Collected data entries:
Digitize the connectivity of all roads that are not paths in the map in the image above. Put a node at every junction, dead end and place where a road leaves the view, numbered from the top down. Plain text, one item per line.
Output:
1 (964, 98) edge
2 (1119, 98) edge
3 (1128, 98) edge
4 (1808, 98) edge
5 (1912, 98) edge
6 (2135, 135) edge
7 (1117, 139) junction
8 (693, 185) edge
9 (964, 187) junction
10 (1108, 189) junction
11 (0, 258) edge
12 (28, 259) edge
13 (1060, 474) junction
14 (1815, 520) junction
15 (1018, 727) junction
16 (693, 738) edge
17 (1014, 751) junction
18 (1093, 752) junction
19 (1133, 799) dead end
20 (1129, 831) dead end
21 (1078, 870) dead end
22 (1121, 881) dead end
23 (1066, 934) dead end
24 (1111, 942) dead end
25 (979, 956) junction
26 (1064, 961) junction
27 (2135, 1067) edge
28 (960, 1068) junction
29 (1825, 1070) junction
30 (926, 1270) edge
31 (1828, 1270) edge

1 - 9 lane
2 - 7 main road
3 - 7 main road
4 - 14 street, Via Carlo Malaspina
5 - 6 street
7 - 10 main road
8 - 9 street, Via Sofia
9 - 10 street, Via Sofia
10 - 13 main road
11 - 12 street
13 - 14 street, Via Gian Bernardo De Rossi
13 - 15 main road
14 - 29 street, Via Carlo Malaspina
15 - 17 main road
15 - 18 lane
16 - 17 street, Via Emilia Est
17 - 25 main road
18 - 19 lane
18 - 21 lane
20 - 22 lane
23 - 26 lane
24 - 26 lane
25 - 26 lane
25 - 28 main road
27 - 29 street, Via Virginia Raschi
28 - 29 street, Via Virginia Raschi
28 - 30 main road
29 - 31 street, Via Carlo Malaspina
---
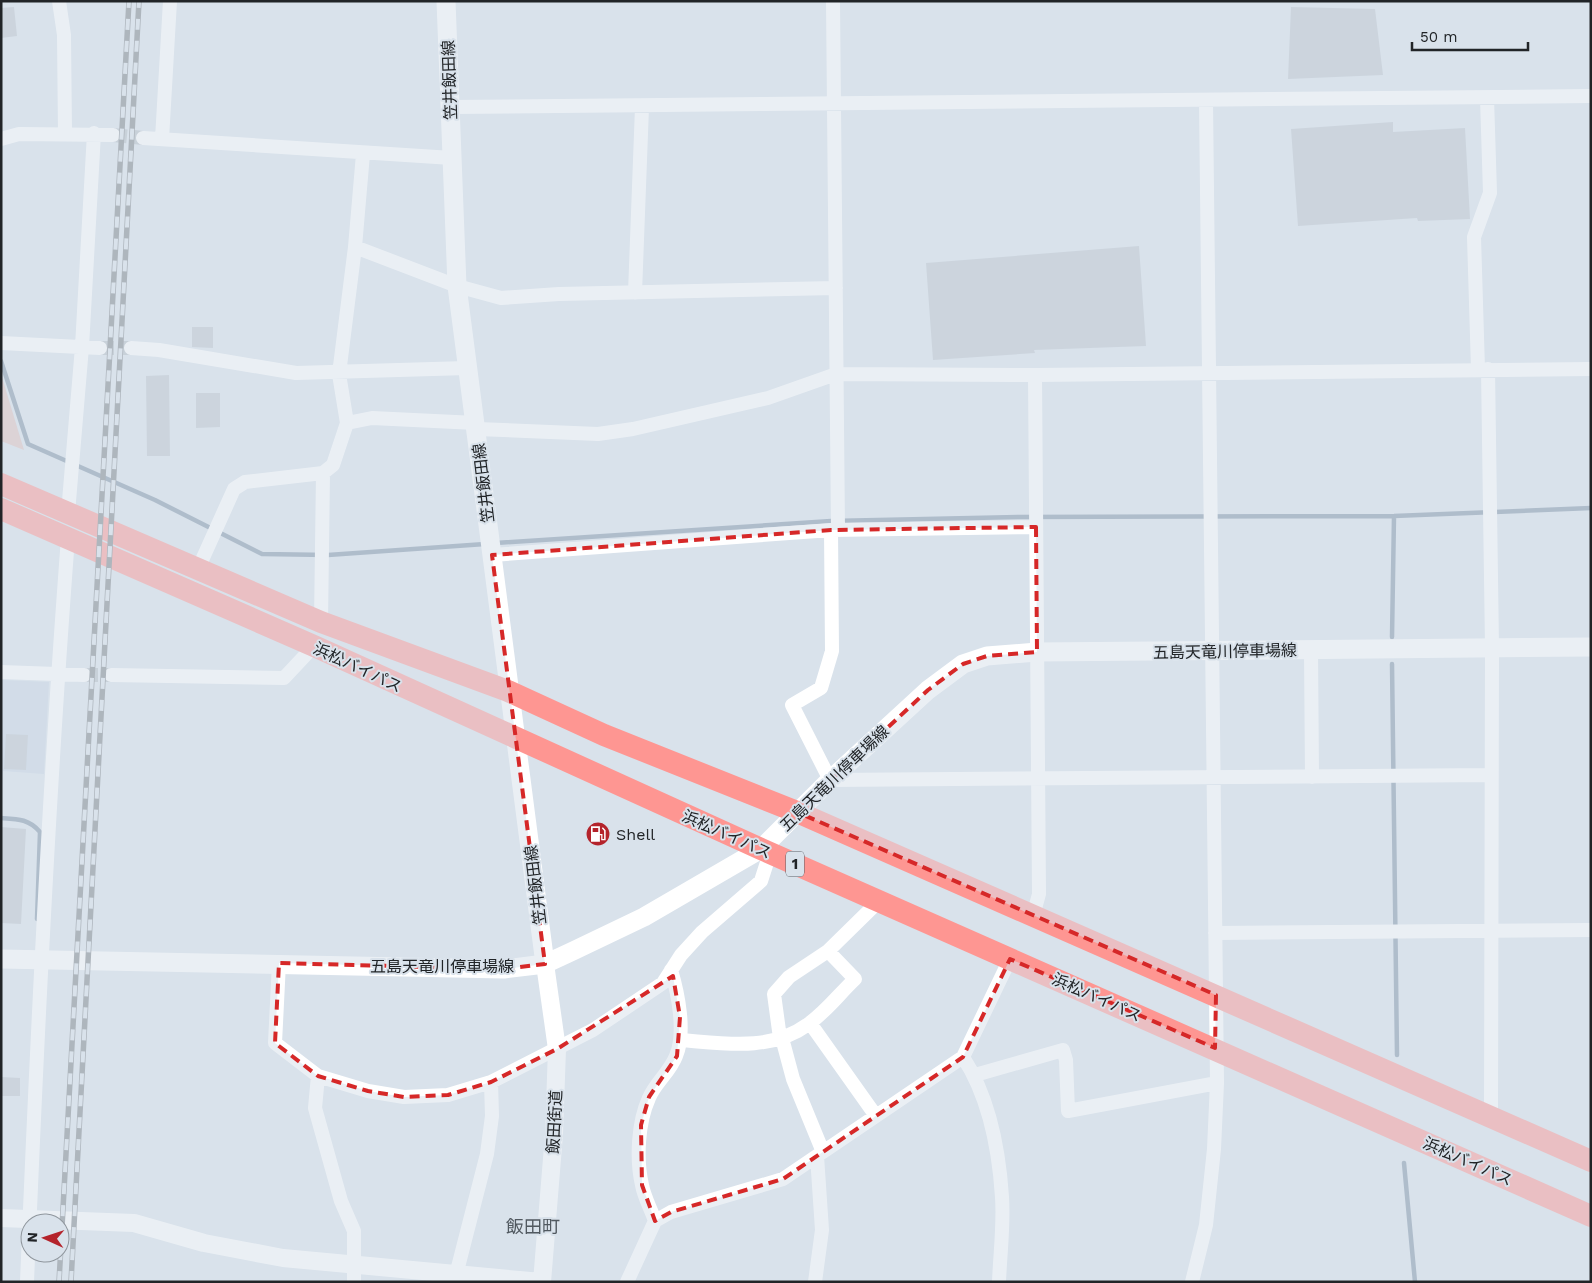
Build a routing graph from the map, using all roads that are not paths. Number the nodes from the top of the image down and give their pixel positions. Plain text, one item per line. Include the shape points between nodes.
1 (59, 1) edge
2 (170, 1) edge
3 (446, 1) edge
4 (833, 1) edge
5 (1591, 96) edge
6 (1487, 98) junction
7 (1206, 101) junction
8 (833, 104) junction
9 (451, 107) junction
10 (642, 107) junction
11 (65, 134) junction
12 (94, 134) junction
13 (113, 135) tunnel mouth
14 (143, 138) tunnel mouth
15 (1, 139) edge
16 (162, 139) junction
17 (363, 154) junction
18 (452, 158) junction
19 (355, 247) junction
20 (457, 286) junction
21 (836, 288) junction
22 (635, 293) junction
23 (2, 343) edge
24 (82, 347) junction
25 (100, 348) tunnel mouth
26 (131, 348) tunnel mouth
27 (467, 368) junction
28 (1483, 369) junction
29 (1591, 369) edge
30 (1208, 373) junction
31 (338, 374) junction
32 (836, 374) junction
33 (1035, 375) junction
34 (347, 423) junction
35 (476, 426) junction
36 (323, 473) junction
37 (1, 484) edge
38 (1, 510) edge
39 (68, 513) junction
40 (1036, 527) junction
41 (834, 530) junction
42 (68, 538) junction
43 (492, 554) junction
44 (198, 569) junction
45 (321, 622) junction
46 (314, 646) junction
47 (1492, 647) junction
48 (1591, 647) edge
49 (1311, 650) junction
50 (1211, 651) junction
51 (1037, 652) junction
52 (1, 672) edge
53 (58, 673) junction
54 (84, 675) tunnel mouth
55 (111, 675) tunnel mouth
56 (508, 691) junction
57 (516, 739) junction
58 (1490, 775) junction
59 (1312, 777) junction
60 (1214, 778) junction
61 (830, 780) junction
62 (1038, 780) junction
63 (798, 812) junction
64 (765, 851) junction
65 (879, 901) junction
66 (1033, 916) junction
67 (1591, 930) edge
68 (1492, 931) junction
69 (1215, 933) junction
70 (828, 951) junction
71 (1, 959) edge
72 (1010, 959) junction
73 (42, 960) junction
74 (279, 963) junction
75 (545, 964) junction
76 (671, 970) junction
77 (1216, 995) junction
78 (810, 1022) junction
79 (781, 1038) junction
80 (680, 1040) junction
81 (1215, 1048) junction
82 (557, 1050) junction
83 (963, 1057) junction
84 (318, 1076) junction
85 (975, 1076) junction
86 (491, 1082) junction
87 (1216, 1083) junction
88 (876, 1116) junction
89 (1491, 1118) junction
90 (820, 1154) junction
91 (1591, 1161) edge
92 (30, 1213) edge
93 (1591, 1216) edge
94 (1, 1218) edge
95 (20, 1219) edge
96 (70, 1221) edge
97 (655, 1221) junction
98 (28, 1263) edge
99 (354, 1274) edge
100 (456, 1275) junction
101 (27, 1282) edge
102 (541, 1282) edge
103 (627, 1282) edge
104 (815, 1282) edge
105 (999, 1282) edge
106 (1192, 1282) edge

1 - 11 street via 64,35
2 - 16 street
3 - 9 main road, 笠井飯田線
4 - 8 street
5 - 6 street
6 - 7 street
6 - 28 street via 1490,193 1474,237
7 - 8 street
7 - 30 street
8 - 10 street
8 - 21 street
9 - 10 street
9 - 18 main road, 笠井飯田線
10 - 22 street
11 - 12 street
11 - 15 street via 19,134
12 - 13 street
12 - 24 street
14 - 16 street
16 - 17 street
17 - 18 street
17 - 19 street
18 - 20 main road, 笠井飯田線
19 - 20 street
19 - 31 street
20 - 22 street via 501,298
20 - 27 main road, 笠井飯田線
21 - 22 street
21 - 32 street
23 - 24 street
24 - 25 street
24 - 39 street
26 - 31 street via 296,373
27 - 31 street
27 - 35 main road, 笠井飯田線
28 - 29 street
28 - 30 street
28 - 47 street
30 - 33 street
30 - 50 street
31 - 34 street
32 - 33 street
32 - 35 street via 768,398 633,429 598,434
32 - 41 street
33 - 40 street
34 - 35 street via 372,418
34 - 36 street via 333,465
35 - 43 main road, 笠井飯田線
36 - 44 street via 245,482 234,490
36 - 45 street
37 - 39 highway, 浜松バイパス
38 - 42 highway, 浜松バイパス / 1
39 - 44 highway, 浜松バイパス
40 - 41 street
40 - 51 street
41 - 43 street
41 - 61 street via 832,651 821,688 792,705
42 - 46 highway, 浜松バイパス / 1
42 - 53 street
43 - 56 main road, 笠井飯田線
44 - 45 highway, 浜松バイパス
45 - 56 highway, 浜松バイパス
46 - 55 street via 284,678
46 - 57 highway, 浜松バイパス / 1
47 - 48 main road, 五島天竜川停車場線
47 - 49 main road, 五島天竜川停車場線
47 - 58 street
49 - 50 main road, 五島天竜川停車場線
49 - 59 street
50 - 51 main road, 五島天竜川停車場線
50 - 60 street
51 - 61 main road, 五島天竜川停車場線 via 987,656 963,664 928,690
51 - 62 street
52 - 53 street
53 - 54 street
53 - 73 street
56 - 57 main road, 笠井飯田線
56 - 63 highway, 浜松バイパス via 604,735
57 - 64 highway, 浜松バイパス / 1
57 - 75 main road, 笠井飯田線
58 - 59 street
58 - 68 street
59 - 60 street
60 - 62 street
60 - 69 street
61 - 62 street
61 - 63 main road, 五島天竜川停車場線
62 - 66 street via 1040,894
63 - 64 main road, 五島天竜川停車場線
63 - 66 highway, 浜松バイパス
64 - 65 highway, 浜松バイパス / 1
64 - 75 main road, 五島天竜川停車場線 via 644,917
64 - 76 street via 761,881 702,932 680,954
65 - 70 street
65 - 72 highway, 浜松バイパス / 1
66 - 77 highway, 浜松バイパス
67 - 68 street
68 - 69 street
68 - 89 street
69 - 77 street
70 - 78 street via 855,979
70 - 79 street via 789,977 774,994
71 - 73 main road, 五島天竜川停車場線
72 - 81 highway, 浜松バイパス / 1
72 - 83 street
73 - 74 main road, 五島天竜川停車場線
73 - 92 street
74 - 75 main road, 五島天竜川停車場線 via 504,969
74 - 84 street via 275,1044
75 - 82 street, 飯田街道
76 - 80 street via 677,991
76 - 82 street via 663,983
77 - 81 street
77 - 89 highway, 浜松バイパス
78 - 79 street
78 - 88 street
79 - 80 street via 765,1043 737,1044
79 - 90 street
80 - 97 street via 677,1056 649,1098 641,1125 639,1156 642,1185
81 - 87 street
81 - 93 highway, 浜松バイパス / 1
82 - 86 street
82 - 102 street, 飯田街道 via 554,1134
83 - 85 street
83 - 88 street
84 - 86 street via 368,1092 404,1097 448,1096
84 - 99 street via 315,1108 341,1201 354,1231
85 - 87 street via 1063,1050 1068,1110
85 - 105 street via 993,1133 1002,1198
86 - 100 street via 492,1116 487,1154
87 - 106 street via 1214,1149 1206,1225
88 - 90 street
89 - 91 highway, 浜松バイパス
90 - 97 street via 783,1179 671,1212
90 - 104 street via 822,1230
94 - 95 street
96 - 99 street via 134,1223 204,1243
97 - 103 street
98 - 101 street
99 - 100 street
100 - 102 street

■ **What the task asks**
Look for the word "Plain" in the data, then return every line that contains it.

■ **Solved problem**
Digitize the connectivity of all roads that are not paths in the map in the image above. Put a node at every junction, dead end and place where a road leaves the view, numbered from the top down. Plain text, one item per line.
Build a routing graph from the map, using all roads that are not paths. Number the nodes from the top of the image down and give their pixel positions. Plain text, one item per line. Include the shape points between nodes.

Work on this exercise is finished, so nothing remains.